**Exercise description**. Go through the data line by line. Copy each one holding the string "graph".

Start of Stored data

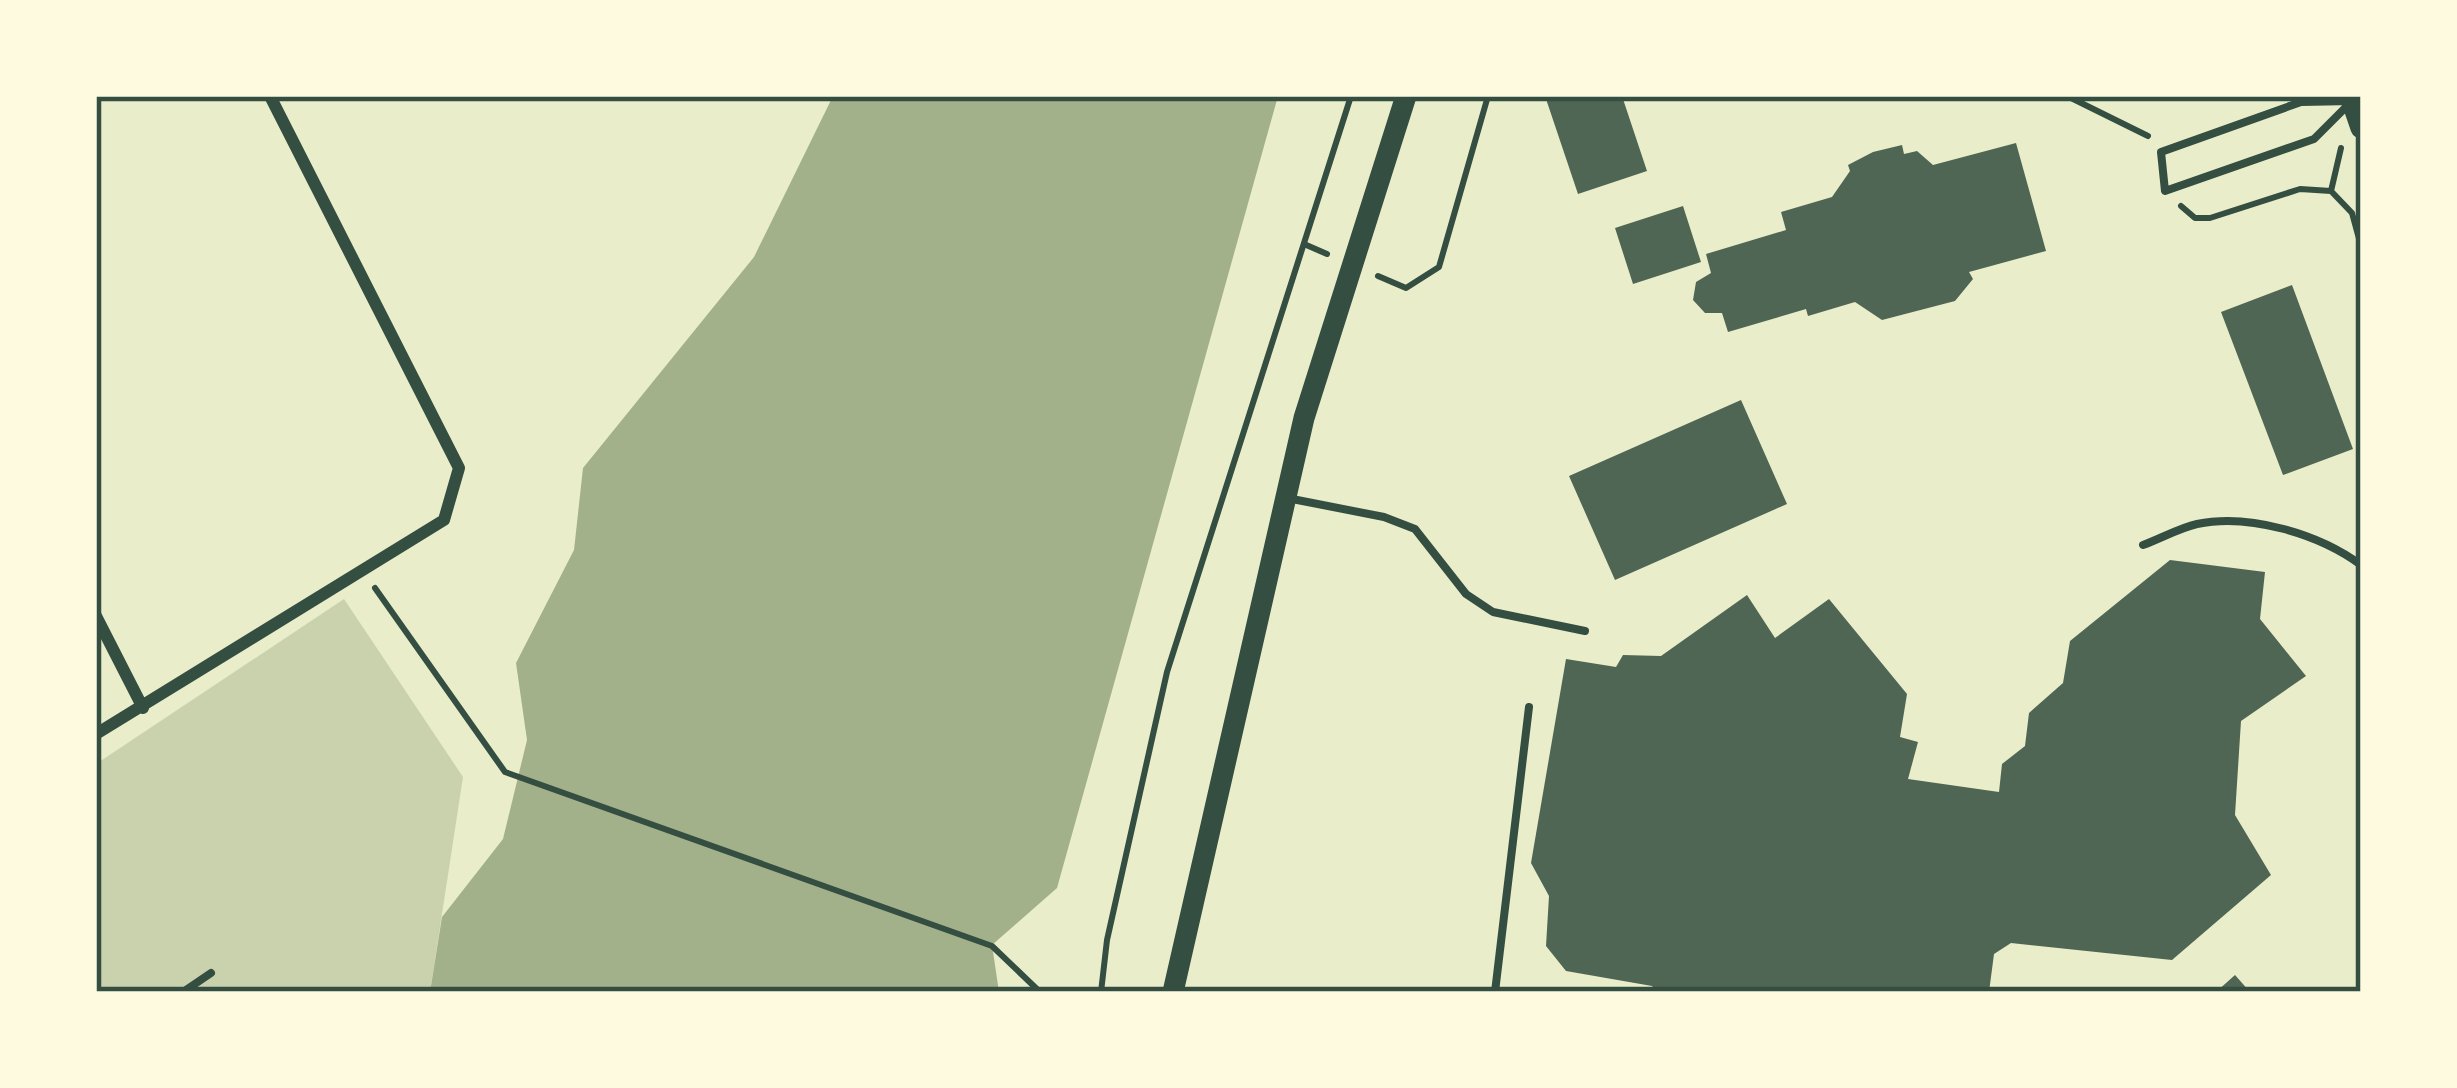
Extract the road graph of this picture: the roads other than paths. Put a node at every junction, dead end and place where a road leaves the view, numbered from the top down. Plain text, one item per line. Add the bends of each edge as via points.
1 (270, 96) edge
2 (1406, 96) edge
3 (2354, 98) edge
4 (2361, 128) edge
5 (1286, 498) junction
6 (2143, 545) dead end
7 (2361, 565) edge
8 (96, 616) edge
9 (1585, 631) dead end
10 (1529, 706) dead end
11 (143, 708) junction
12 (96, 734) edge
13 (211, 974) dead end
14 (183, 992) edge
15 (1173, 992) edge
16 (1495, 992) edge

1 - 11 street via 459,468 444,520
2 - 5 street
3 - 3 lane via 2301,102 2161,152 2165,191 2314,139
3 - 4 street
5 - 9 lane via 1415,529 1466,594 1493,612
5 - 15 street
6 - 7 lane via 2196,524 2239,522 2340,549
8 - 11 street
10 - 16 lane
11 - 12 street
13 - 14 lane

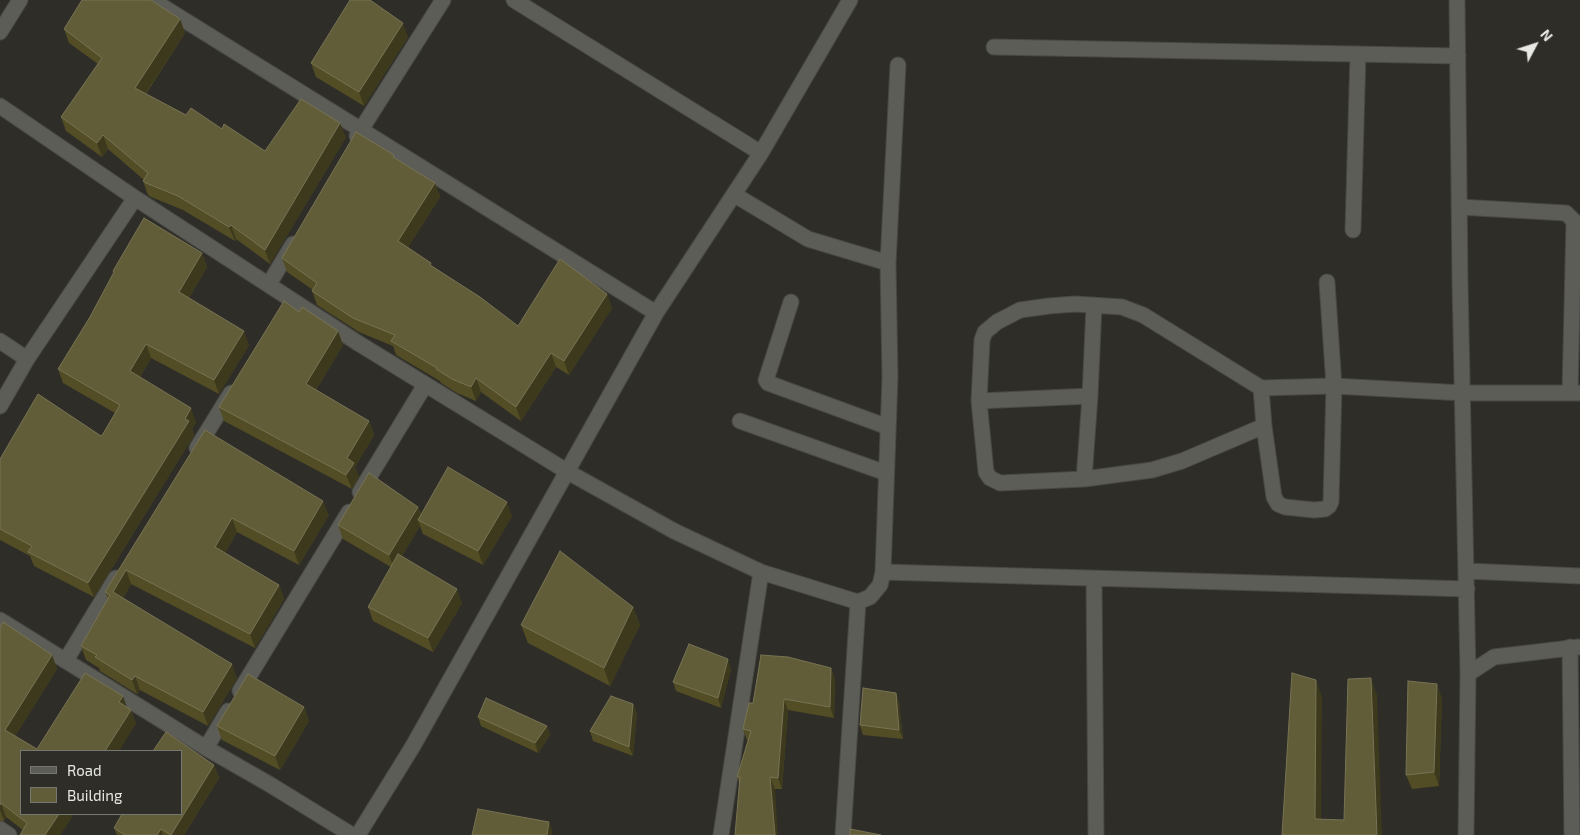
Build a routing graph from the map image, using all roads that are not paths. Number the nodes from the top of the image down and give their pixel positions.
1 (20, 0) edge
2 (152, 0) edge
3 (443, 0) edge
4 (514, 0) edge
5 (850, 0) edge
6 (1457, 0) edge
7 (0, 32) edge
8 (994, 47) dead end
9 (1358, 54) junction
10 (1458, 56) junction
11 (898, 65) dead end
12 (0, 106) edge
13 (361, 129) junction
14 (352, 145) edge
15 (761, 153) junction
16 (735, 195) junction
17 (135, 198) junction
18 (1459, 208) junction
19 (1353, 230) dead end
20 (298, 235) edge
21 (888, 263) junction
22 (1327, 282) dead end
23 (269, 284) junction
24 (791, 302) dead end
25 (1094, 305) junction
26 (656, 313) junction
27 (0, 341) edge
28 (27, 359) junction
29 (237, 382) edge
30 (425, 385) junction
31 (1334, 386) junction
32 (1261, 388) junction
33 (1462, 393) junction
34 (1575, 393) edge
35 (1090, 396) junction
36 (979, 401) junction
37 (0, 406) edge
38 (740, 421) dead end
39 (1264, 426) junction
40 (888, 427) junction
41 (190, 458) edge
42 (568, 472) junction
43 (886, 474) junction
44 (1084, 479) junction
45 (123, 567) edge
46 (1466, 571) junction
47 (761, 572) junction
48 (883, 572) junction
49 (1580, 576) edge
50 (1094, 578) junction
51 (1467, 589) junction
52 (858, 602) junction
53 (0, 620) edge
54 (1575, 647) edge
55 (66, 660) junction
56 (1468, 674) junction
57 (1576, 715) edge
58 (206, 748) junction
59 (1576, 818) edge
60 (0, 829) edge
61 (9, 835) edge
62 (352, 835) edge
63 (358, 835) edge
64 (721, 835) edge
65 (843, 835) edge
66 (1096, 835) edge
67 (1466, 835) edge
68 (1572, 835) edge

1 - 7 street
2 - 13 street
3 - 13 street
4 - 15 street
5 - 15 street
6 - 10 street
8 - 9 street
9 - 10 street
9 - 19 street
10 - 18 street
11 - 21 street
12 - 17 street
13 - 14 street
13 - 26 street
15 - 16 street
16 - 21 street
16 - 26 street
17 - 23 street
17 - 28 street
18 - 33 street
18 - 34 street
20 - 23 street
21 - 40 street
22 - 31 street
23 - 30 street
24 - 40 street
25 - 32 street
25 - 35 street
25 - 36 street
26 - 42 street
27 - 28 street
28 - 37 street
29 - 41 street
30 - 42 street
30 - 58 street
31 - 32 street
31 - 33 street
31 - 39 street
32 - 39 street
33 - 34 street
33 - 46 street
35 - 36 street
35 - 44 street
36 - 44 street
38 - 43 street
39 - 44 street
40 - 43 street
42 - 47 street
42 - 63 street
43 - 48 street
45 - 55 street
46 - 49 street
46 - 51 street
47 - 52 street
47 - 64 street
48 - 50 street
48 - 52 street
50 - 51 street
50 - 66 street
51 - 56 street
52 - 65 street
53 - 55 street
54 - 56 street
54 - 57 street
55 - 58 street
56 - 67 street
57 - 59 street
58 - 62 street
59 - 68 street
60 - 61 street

End of Stored data

**Worked solution**.
Extract the road graph of this picture: the roads other than paths. Put a node at every junction, dead end and place where a road leaves the view, numbered from the top down. Plain text, one item per line. Add the bends of each edge as via points.
Build a routing graph from the map image, using all roads that are not paths. Number the nodes from the top of the image down and give their pixel positions.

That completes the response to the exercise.